**Exercise materials:**
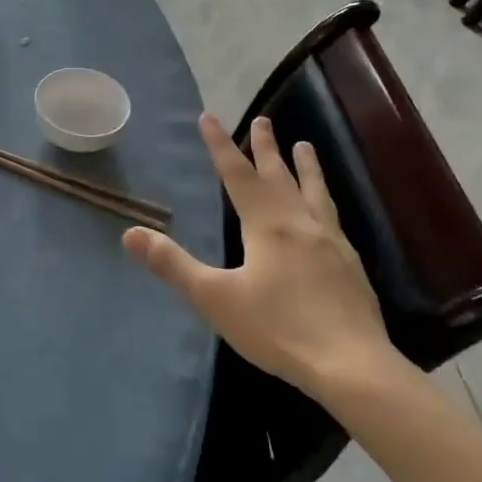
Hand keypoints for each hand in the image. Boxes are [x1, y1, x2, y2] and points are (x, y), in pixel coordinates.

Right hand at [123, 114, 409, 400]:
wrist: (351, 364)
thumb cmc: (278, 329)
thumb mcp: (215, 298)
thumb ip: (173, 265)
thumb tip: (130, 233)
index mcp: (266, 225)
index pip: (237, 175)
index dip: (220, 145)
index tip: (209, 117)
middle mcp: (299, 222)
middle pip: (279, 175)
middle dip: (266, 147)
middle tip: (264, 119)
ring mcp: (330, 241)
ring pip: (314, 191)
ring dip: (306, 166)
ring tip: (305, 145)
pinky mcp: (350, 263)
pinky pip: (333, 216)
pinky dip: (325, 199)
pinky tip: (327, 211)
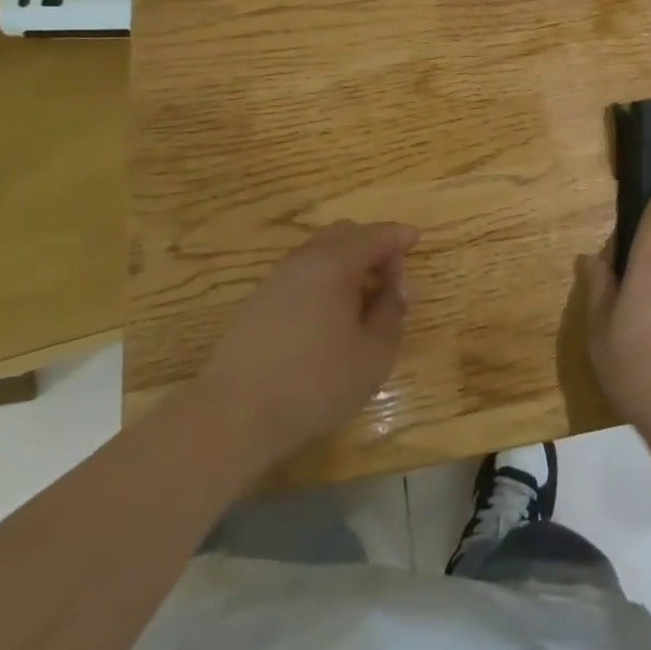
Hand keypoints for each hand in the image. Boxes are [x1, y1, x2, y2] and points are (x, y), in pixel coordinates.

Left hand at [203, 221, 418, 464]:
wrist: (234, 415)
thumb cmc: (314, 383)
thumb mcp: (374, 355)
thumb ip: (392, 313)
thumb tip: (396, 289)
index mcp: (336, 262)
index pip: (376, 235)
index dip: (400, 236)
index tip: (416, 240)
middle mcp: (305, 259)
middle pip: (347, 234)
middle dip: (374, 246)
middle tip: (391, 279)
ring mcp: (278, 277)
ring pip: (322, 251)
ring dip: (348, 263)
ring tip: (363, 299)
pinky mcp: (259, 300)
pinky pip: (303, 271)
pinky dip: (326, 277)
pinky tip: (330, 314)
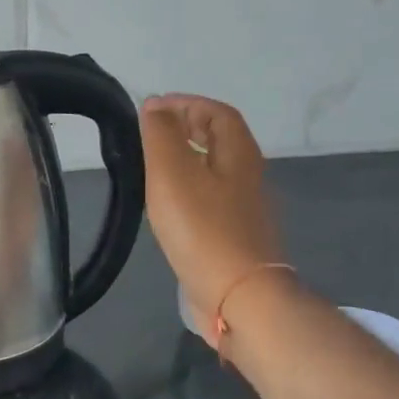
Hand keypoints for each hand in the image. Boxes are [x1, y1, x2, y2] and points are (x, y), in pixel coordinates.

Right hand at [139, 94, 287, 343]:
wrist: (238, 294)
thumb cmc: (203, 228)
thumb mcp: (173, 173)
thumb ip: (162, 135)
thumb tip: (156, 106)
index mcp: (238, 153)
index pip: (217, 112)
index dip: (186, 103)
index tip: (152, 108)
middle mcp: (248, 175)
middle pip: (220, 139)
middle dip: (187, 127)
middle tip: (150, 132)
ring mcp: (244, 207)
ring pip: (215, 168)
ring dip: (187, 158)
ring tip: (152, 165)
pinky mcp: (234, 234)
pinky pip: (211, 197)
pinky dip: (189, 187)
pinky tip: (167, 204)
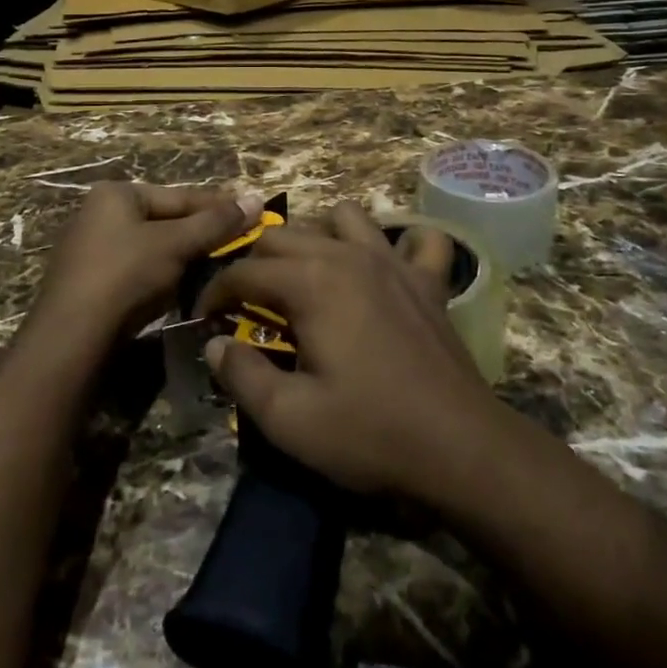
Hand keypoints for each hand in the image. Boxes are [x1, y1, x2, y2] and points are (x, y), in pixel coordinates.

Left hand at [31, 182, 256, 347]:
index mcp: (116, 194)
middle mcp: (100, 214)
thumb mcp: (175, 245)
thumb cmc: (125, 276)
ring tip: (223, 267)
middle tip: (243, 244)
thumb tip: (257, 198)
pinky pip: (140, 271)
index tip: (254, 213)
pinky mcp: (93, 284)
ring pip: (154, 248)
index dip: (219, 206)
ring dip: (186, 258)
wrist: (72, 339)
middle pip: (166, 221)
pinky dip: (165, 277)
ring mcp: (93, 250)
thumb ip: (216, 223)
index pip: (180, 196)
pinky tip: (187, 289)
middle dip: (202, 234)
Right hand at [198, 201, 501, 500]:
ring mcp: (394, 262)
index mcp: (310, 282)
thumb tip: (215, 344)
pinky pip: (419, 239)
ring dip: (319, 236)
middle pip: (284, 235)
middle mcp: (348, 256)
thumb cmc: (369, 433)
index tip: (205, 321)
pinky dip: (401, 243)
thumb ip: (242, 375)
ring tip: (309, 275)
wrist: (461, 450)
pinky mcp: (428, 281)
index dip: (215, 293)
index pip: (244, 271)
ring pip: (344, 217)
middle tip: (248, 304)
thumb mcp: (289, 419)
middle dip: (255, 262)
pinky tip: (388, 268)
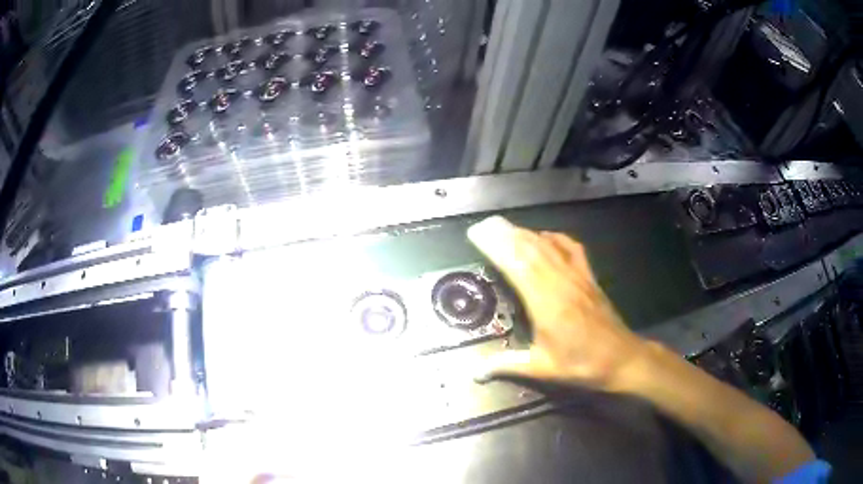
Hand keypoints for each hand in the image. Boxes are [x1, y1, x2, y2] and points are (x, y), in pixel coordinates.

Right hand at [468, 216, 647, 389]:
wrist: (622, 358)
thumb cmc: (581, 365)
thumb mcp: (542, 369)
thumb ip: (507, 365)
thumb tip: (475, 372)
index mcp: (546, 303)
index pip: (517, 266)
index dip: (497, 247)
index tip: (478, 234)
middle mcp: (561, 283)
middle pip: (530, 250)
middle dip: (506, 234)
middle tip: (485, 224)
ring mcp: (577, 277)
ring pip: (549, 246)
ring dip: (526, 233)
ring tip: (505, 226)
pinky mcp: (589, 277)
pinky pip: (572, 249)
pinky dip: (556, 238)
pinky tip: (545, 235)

**Exercise goal:**
Give back an exact copy of the material above, omitting the pictures.

**Exercise solution:**
Hand keypoints for each hand in the image. Boxes are [x1, y1, x2, y2] and points are (x, y), in pixel coordinates.

Right hand at [123, 114, 409, 400]:
wrist: (351, 364)
thumb cmc: (278, 329)
thumb mcp: (215, 298)
thumb ip: (173, 265)
thumb tip: (130, 233)
index mcp: (266, 225)
index pip: (237, 175)
index dip: (220, 145)
index tip: (209, 117)
middle mcp: (299, 222)
middle pip: (279, 175)
middle dip: (266, 147)
middle tip: (264, 119)
ring mcp: (330, 241)
ring pip: (314, 191)
ring dip: (306, 166)
ring tip: (305, 145)
pinky mcp: (350, 263)
pinky pip: (333, 216)
pinky dip: (325, 199)
pinky tip: (327, 211)
Hand keypoints for each hand in the image. Boxes are [x1, y1, x2, y2] and points are (x, y), in pixel coordinates.

Left hand at [203, 221, 418, 464]:
wrist: (234, 415)
thumb cmc: (314, 383)
thumb mcp: (374, 355)
thumb ip: (392, 313)
thumb tip: (396, 289)
index mcp: (336, 262)
index pip: (376, 235)
index dip: (400, 236)
index tip: (416, 240)
middle mcp: (305, 259)
middle pip: (347, 234)
middle dip: (374, 246)
middle tip: (391, 279)
ring mcp: (278, 277)
ring pip: (322, 251)
ring dip: (348, 263)
ring tip: (363, 299)
pinky mcp: (259, 300)
pinky pip: (303, 271)
pinky dip: (326, 277)
pinky tip: (330, 314)
Hand keypoints for each hand in the image. Boxes are [x1, y1, x2, y2] and points are (x, y), in pixel coordinates.

Right hand at [139, 94, 287, 343]:
wrist: (238, 294)
thumb cmc: (203, 228)
thumb mcp: (173, 173)
thumb ip: (162, 135)
thumb tip: (156, 106)
index mcp: (238, 153)
index pip: (217, 112)
index dip: (186, 103)
index tip: (152, 108)
middle mcp: (248, 175)
middle pip: (220, 139)
middle dip: (187, 127)
middle tip: (150, 132)
ring mcp: (244, 207)
ring pip: (215, 168)
ring dip: (187, 158)
ring tip: (152, 165)
pinky mcp: (234, 234)
pinky pip: (211, 197)
pinky dip: (189, 187)
pinky tip: (167, 204)
Hand keypoints for each hand in the image. Boxes are [x1, y1, x2, y2] and points are (x, y), in pixel coordinates.

Left hand at [31, 182, 256, 347]:
index mcp: (116, 194)
middle mcp: (100, 214)
thumb mcp: (175, 245)
thumb cmc: (125, 276)
ring tip: (223, 267)
middle tip: (243, 244)
thumb tip: (257, 198)
pinky pip: (140, 271)
index tip: (254, 213)
pinky mcp: (93, 284)
ring pip: (154, 248)
index dip: (219, 206)
ring dip: (186, 258)
wrist: (72, 339)
middle pip: (166, 221)
pinky dip: (165, 277)
ring mcp: (93, 250)
thumb ip: (216, 223)
index pip: (180, 196)
pinky tip: (187, 289)
middle dip: (202, 234)
Right hand at [198, 201, 501, 500]:
ring mcp: (394, 262)
index mcp: (310, 282)
thumb tip: (215, 344)
pinky pip: (419, 239)
ring dip: (319, 236)
middle pip: (284, 235)
middle mcp: (348, 256)
thumb cmc: (369, 433)
index tip: (205, 321)
pinky dip: (401, 243)
thumb ip: (242, 375)
ring tip: (309, 275)
wrist: (461, 450)
pinky mcp: (428, 281)
index dip: (215, 293)
index pip: (244, 271)
ring pip: (344, 217)
middle tip: (248, 304)
thumb mcp: (289, 419)
middle dip: (255, 262)
pinky tip: (388, 268)
Hand keypoints for each hand in the image. Boxes are [x1, y1, x2, y2] and points are (x, y), in pixel coordinates.

Right hand at [468, 216, 647, 389]:
wrist: (622, 358)
thumb cmc: (581, 365)
thumb mcp: (542, 369)
thumb ip: (507, 365)
thumb tip: (475, 372)
index mcp: (546, 303)
index pip: (517, 266)
index dip: (497, 247)
index tip: (478, 234)
middle mcp: (561, 283)
middle pip: (530, 250)
middle dip: (506, 234)
middle tip: (485, 224)
ring mcp: (577, 277)
ring pip: (549, 246)
ring dip: (526, 233)
ring tip: (505, 226)
pinky mcp: (589, 277)
pinky pip: (572, 249)
pinky dip: (556, 238)
pinky tip: (545, 235)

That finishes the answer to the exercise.